Dataset excerpts:
★ ★ ★ ★

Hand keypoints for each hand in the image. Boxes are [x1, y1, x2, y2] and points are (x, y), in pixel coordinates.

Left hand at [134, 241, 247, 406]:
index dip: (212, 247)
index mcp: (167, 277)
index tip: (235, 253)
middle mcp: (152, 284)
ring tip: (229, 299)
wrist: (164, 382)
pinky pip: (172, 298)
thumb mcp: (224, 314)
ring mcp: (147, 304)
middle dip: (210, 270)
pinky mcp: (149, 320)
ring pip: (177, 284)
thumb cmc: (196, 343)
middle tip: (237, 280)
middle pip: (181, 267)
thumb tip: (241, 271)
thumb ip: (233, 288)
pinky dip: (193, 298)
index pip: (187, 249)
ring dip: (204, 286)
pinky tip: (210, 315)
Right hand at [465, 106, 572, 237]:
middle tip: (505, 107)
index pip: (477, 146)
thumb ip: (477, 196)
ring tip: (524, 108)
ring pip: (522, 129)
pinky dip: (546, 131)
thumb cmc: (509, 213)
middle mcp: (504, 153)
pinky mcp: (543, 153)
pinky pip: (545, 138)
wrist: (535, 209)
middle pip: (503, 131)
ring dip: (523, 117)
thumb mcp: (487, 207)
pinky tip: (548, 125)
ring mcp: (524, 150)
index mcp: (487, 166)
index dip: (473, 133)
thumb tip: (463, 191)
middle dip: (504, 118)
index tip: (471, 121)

★ ★ ★ ★

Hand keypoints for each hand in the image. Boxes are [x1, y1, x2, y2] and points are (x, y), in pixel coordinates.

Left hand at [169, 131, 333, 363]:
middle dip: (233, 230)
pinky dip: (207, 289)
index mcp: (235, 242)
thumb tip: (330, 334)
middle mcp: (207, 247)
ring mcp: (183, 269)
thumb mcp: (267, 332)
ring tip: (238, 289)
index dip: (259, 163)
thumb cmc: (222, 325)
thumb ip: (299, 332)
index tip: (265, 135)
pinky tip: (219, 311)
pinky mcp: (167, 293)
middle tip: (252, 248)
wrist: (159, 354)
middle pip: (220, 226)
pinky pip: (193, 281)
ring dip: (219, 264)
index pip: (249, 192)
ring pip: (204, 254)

★ ★ ★ ★

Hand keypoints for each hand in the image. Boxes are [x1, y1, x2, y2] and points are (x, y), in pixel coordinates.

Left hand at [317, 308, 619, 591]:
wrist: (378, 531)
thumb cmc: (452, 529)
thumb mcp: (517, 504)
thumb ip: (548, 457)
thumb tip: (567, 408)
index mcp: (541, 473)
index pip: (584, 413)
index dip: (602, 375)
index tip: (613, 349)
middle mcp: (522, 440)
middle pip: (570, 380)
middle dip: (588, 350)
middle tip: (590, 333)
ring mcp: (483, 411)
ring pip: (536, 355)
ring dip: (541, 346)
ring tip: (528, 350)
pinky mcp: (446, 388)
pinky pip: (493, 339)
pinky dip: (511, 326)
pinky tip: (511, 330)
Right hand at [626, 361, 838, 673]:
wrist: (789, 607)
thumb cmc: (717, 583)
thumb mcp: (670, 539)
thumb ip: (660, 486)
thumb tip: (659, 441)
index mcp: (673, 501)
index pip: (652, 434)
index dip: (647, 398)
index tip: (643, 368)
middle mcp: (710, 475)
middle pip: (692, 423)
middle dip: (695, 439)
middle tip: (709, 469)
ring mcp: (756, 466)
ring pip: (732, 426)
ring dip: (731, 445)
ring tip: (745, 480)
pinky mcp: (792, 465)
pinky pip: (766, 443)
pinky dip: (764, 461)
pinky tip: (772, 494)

★ ★ ★ ★

• **Problem requirements**
State how many lines of the entries include the string "Left", with nothing besides the number.

• **Solution to this problem**
3